■ Available data:
◆ ◆ ◆

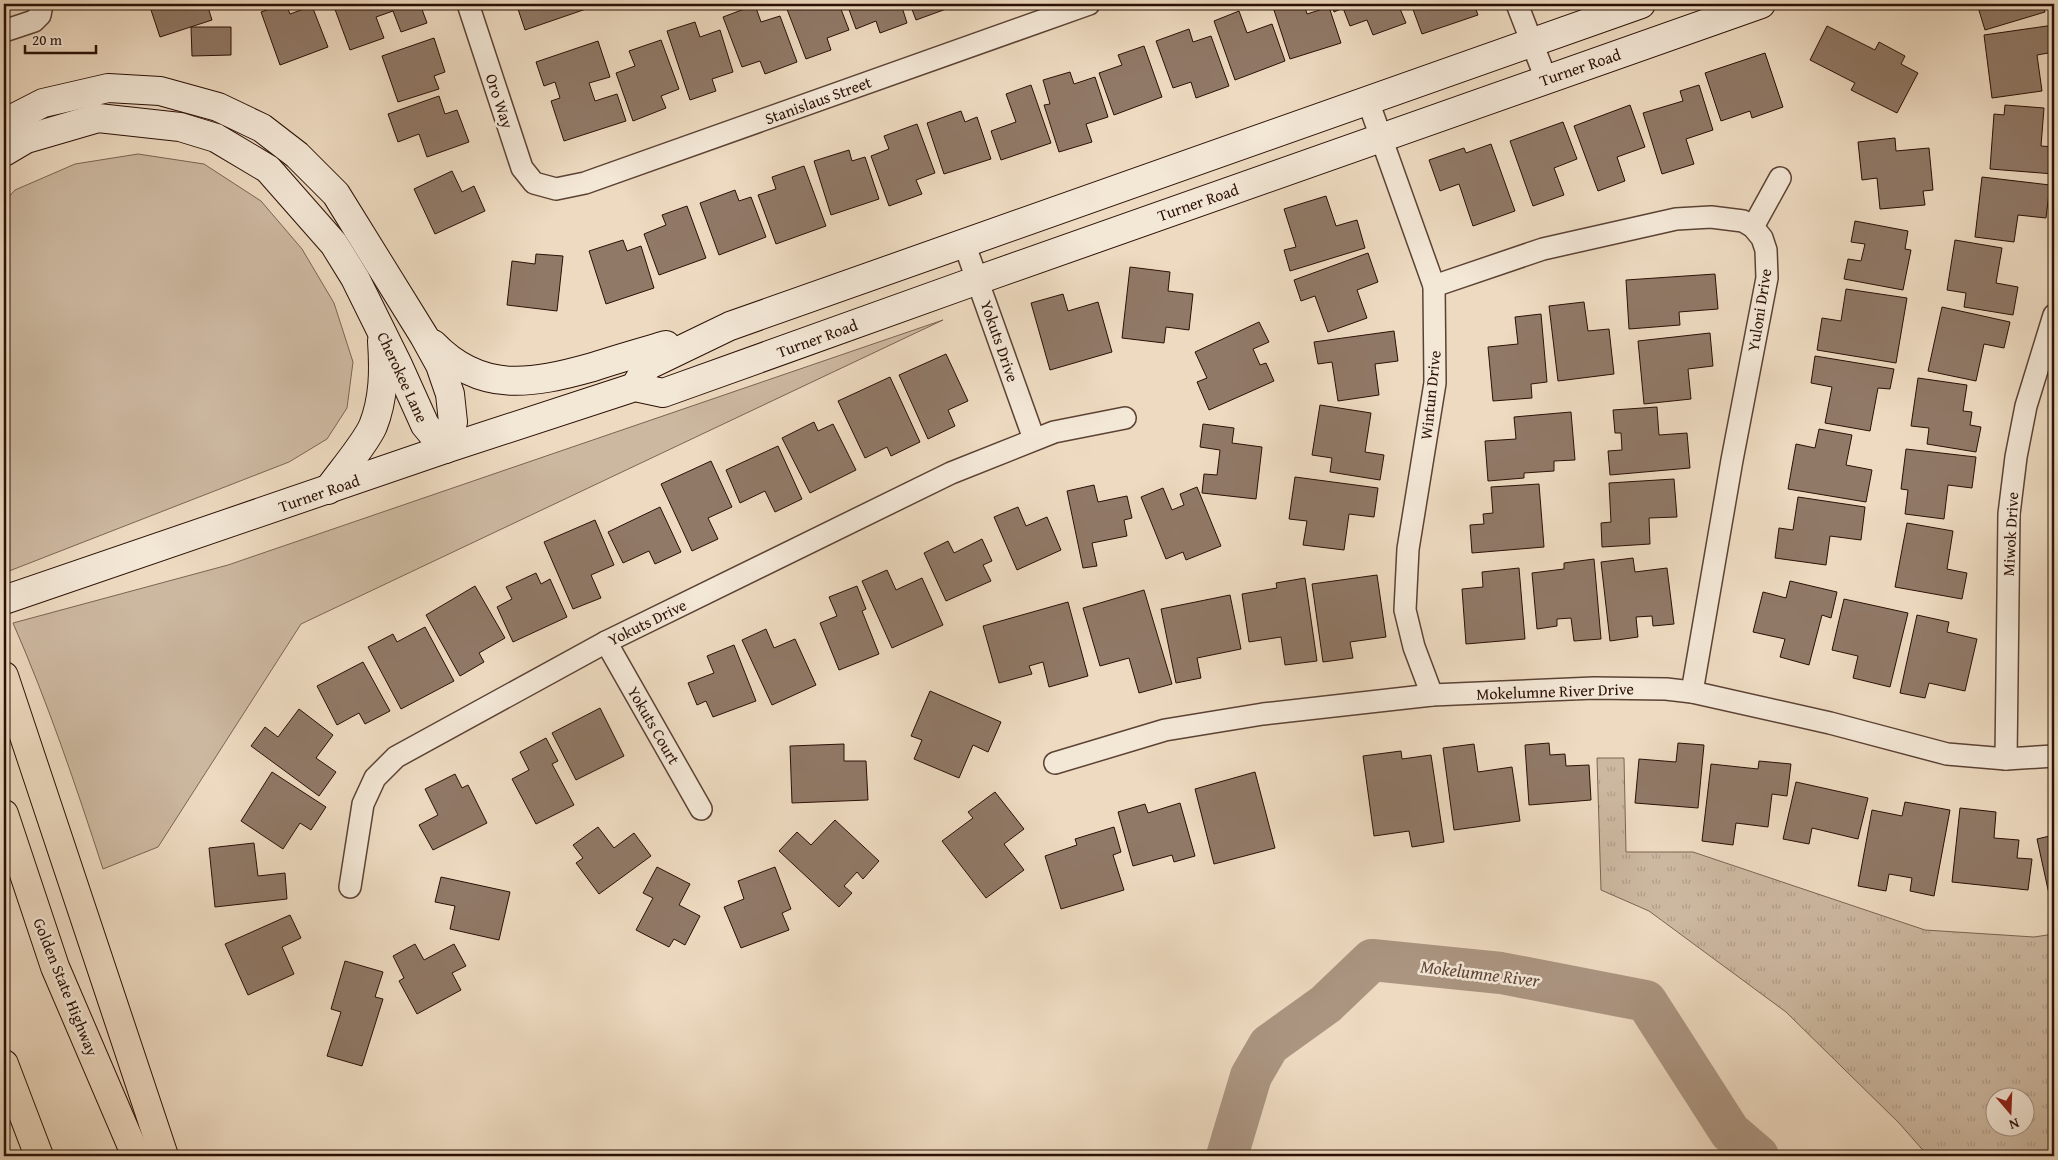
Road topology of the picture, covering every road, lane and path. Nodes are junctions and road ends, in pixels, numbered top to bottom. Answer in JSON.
{"nodes":[{"id":1,"x":42,"y":4,"type":"edge"},
{"id":2,"x":468,"y":4,"type":"edge"},
{"id":3,"x":1089,"y":4,"type":"edge"},
{"id":4,"x":1517,"y":4,"type":"edge"},
{"id":5,"x":1641,"y":4,"type":"edge"},
{"id":6,"x":1762,"y":4,"type":"edge"},
{"id":7,"x":4,"y":31,"type":"edge"},
{"id":8,"x":1532,"y":41,"type":"junction"},
{"id":9,"x":1546,"y":79,"type":"junction"},
{"id":10,"x":1368,"y":101,"type":"junction"},
{"id":11,"x":4,"y":123,"type":"edge"},
{"id":12,"x":1382,"y":138,"type":"junction"},
{"id":13,"x":4,"y":152,"type":"edge"},
{"id":14,"x":1780,"y":178,"type":"dead end"},
{"id":15,"x":546,"y":186,"type":"joint"},
{"id":16,"x":1753,"y":227,"type":"junction"},
{"id":17,"x":964,"y":243,"type":"junction"},
{"id":18,"x":978,"y":280,"type":"junction"},
{"id":19,"x":1434,"y":286,"type":"junction"},
{"id":20,"x":2054,"y":315,"type":"edge"},
{"id":21,"x":730,"y":326,"type":"junction"},
{"id":22,"x":382,"y":332,"type":"junction"},
{"id":23,"x":424,"y":336,"type":"junction"},
{"id":24,"x":2047,"y":364,"type":"edge"},
{"id":25,"x":635,"y":387,"type":"junction"},
{"id":26,"x":1125,"y":418,"type":"dead end"},
{"id":27,"x":1034,"y":439,"type":"junction"},
{"id":28,"x":445,"y":449,"type":"junction"},
{"id":29,"x":328,"y":490,"type":"junction"},
{"id":30,"x":15,"y":596,"type":"edge"},
{"id":31,"x":606,"y":642,"type":"junction"},
{"id":32,"x":4,"y":676,"type":"edge"},
{"id":33,"x":1692,"y":692,"type":"junction"},
{"id":34,"x":1432,"y":695,"type":"junction"},
{"id":35,"x":2054,"y":756,"type":"edge"},
{"id":36,"x":2006,"y":759,"type":"junction"},
{"id":37,"x":1055,"y":763,"type":"dead end"},
{"id":38,"x":701,"y":809,"type":"dead end"},
{"id":39,"x":4,"y":814,"type":"edge"},
{"id":40,"x":350,"y":887,"type":"dead end"},
{"id":41,"x":4,"y":1064,"type":"edge"},
{"id":42,"x":39,"y":1156,"type":"edge"},
{"id":43,"x":136,"y":1156,"type":"edge"},
{"id":44,"x":164,"y":1156,"type":"edge"}],
"edges":[{"from":1,"to":7,"type":"street"},
{"from":2,"to":15,"type":"street","name":"Oro Way"},
{"from":3,"to":15,"type":"street","name":"Stanislaus Street"},
{"from":4,"to":8,"type":"street"},
{"from":5,"to":8,"type":"main road"},
{"from":6,"to":9,"type":"main road","name":"Turner Road"},
{"from":8,"to":9,"type":"street"},
{"from":8,"to":10,"type":"main road"},
{"from":9,"to":12,"type":"main road","name":"Turner Road"},
{"from":10,"to":12,"type":"street","name":"Wintun Drive"},
{"from":10,"to":17,"type":"main road"},
{"from":11,"to":23,"type":"main road","name":"Cherokee Lane"},
{"from":12,"to":18,"type":"main road","name":"Turner Road"},
{"from":12,"to":19,"type":"street","name":"Wintun Drive"},
{"from":13,"to":22,"type":"main road","name":"Cherokee Lane"},
{"from":14,"to":16,"type":"street"},
{"from":16,"to":19,"type":"street"},
{"from":16,"to":33,"type":"street","name":"Yuloni Drive"},
{"from":17,"to":18,"type":"street","name":"Yokuts Drive"},
{"from":17,"to":21,"type":"main road"},
{"from":18,"to":25,"type":"main road","name":"Turner Road"},
{"from":18,"to":27,"type":"street","name":"Yokuts Drive"},
{"from":19,"to":34,"type":"street","name":"Wintun Drive"},
{"from":20,"to":24,"type":"street","name":"Miwok Drive"},
{"from":21,"to":23,"type":"main road"},
{"from":21,"to":25,"type":"main road"},
{"from":22,"to":28,"type":"main road","name":"Cherokee Lane"},
{"from":22,"to":29,"type":"main road"},
{"from":23,"to":28,"type":"main road","name":"Cherokee Lane"},
{"from":24,"to":36,"type":"street","name":"Miwok Drive"},
{"from":25,"to":28,"type":"main road","name":"Turner Road"},
{"from":26,"to":27,"type":"street","name":"Yokuts Drive"},
{"from":27,"to":31,"type":"street","name":"Yokuts Drive"},
{"from":28,"to":29,"type":"main road","name":"Turner Road"},
{"from":29,"to":30,"type":"main road","name":"Turner Road"},
{"from":31,"to":38,"type":"street","name":"Yokuts Court"},
{"from":31,"to":40,"type":"street","name":"Yokuts Drive"},
{"from":32,"to":44,"type":"highway"},
{"from":33,"to":34,"type":"street","name":"Mokelumne River Drive"},
{"from":33,"to":36,"type":"street","name":"Mokelumne River Drive"},
{"from":34,"to":37,"type":"street","name":"Mokelumne River Drive"},
{"from":35,"to":36,"type":"street","name":"Mokelumne River Drive"},
{"from":39,"to":43,"type":"highway","name":"Golden State Highway"},
{"from":41,"to":42,"type":"highway"}]}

◆ ◆ ◆

■ Activity:
Scan the entries above and show each line that contains the word "Mokelumne".

■ Exercise output:
{"from":33,"to":34,"type":"street","name":"Mokelumne River Drive"},
{"from":33,"to":36,"type":"street","name":"Mokelumne River Drive"},
{"from":34,"to":37,"type":"street","name":"Mokelumne River Drive"},
{"from":35,"to":36,"type":"street","name":"Mokelumne River Drive"},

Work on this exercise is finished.